• To do: Lines with the word "Corso" in them must be copied from the records below.

Data records section start

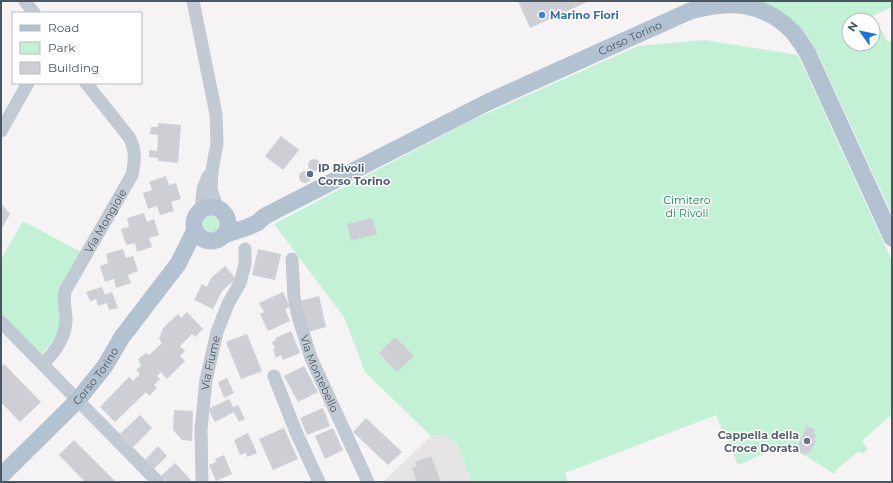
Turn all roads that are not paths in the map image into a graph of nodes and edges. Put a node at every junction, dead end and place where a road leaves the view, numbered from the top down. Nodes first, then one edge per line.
1 (25, 1) edge
2 (193, 1) edge
3 (33, 12) edge
4 (27, 84) edge
5 (87, 84) edge
6 (1, 131) edge
7 (212, 170) junction
8 (201, 211) junction
9 (221, 212) junction
10 (265, 216) junction
11 (201, 235) junction
12 (224, 235) junction
13 (892, 238) edge
14 (245, 249) dead end
15 (292, 259) dead end
16 (1, 322) edge
17 (43, 364) junction
18 (274, 376) dead end
19 (77, 401) junction
20 (1, 476) edge
21 (158, 482) edge
22 (202, 482) edge
23 (320, 482) edge
24 (368, 482) edge

1 - 3 street
2 - 7 street
4 - 6 street
5 - 17 street, Via Mongioie
7 - 8 street
7 - 9 street
8 - 9 main road
8 - 11 main road
9 - 10 main road, Corso Torino
9 - 12 main road
10 - 12 main road, Corso Torino
10 - 13 main road, Corso Torino
11 - 12 main road
11 - 19 main road, Corso Torino
14 - 22 street, Via Fiume
15 - 24 street, Via Montebello
16 - 17 street
17 - 19 street
18 - 23 street
19 - 20 main road, Corso Torino
19 - 21 street

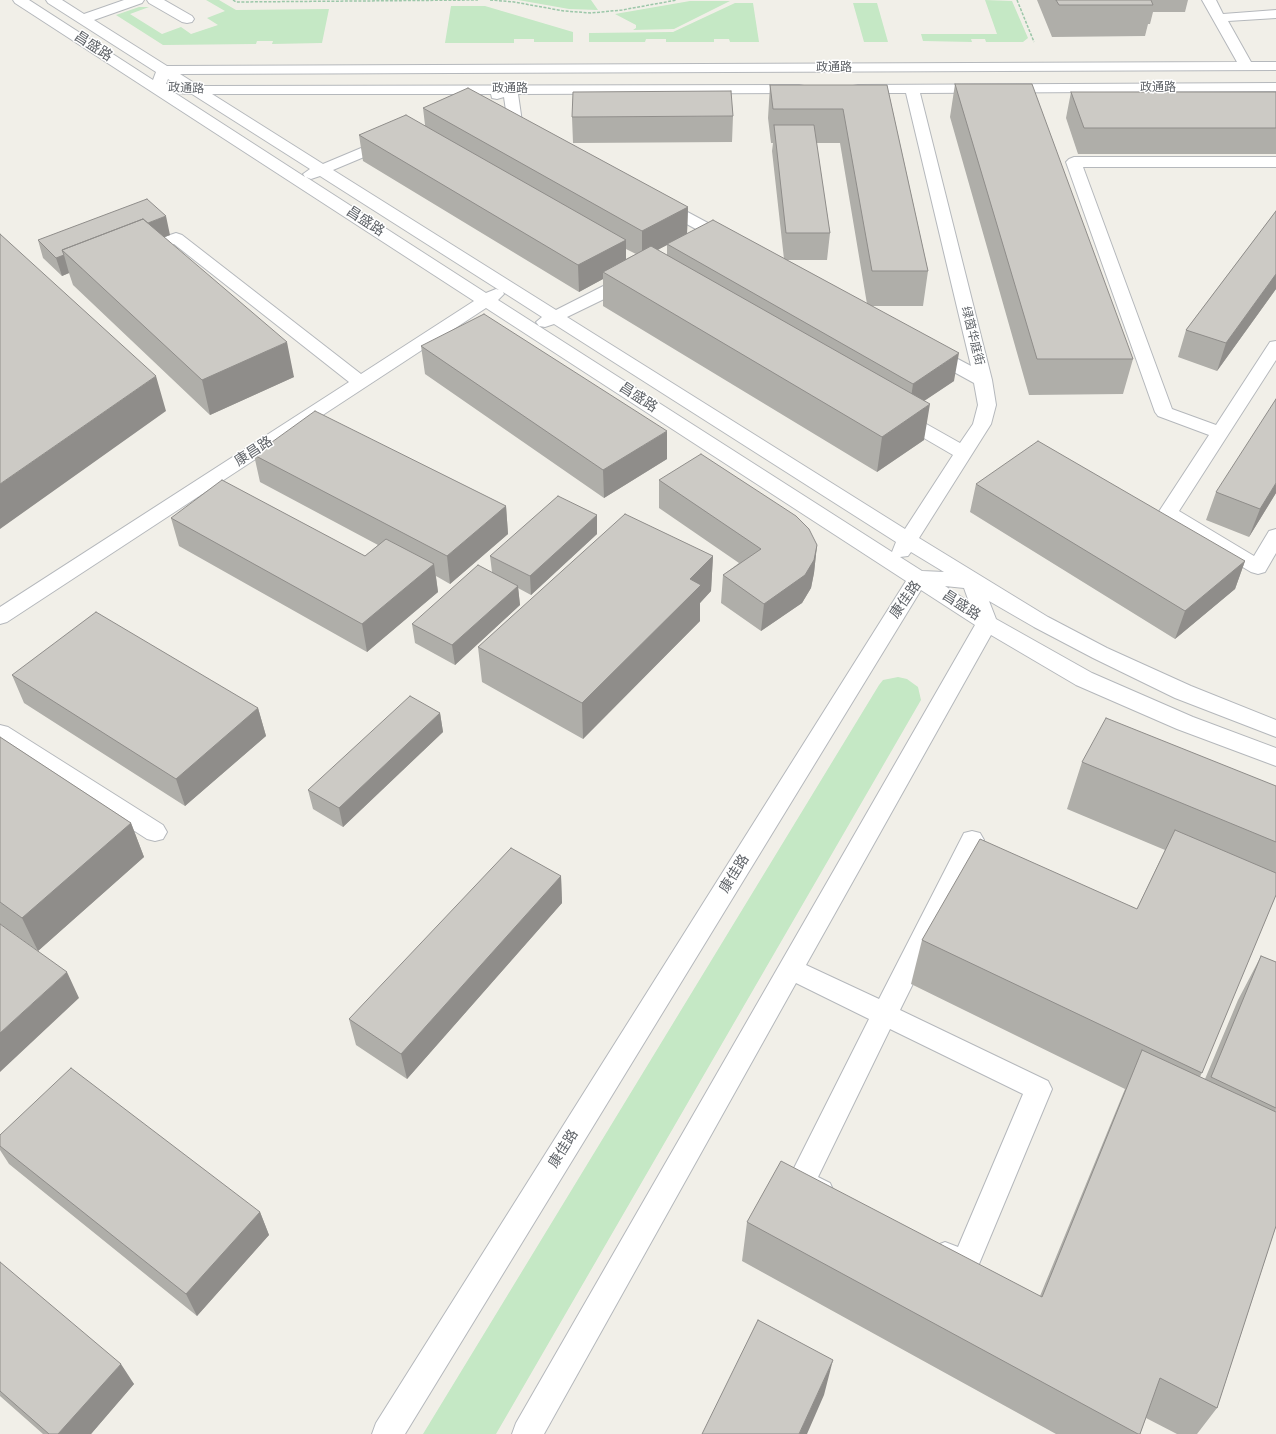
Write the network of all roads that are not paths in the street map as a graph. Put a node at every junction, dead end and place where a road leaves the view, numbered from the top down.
1 (20, 0) edge
2 (53, 0) edge
3 (137, 0) edge
4 (154, 0) edge
5 (1209, 0) edge
6 (1276, 14) edge
7 (1219, 18) junction
8 (83, 19) junction
9 (187, 19) dead end
10 (1276, 66) edge
11 (1246, 67) junction
12 (164, 70) junction
13 (157, 88) junction
14 (912, 88) junction
15 (1276, 88) edge
16 (810, 89) edge
17 (841, 89) edge
18 (196, 90) junction
19 (510, 90) junction
20 (477, 104) edge
21 (402, 136) edge
22 (542, 139) edge
23 (1276, 162) edge
24 (322, 170) junction
25 (299, 180) junction
26 (647, 196) edge
27 (738, 246) edge
28 (125, 258) edge
29 (640, 274) edge
30 (507, 287) junction
31 (486, 300) junction
32 (556, 317) junction
33 (532, 329) junction
34 (920, 346) edge
35 (1276, 346) edge
36 (983, 380) junction
37 (360, 382) junction
38 (888, 409) edge
39 (1220, 433) junction
40 (964, 453) junction
41 (1276, 536) edge
42 (908, 540) junction
43 (894, 562) junction
44 (918, 578) junction
45 (972, 581) junction
46 (0, 617) edge
47 (987, 623) junction
48 (1276, 729) edge
49 (0, 733) edge
50 (1276, 757) edge
51 (155, 832) dead end
52 (972, 840) dead end
53 (791, 969) junction
54 (886, 1015) junction
55 (844, 1204) edge
56 (922, 1244) edge
57 (387, 1434) edge
58 (527, 1434) edge

1 - 13 street, 昌盛路
2 - 8 street, 昌盛路
3 - 8 street
4 - 9 street
5 - 7 street
6 - 7 street
7 - 11 street
8 - 12 street, 昌盛路
10 - 11 street, 政通路
11 - 12 street, 政通路
12 - 13 street, 政通路
12 - 18 street, 昌盛路
13 - 18 street, 政通路
13 - 25 street, 昌盛路
14 - 15 street, 政通路
14 - 17 street, 政通路
14 - 36 street, 绿茵华庭街
16 - 19 street, 政通路
18 - 19 street, 政通路
18 - 24 street, 昌盛路
19 - 20 street
19 - 22 street
21 - 24 street
23 - 39 street
24 - 25 street
24 - 30 street, 昌盛路
25 - 31 street, 昌盛路
26 - 27 street
28 - 37 street
29 - 32 street
30 - 31 street, 康昌路
30 - 32 street, 昌盛路
31 - 33 street, 昌盛路
31 - 37 street, 康昌路
32 - 33 street
32 - 42 street, 昌盛路
33 - 43 street, 昌盛路
34 - 36 street
35 - 39 street
36 - 40 street, 绿茵华庭街
37 - 46 street, 康昌路
38 - 40 street
39 - 41 street
40 - 42 street, 绿茵华庭街
42 - 43 street, 绿茵华庭街
42 - 45 street, 昌盛路
43 - 44 street, 昌盛路
44 - 45 street, 康佳路
44 - 47 street, 昌盛路
44 - 57 street, 康佳路
45 - 47 street
45 - 48 street, 昌盛路
47 - 50 street, 昌盛路
47 - 53 street
49 - 51 street
52 - 54 street
53 - 54 street
53 - 58 street
54 - 55 street
54 - 56 street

Data records section end

• Result for this exercise:
9 - 10 main road, Corso Torino
10 - 12 main road, Corso Torino
10 - 13 main road, Corso Torino
11 - 19 main road, Corso Torino
19 - 20 main road, Corso Torino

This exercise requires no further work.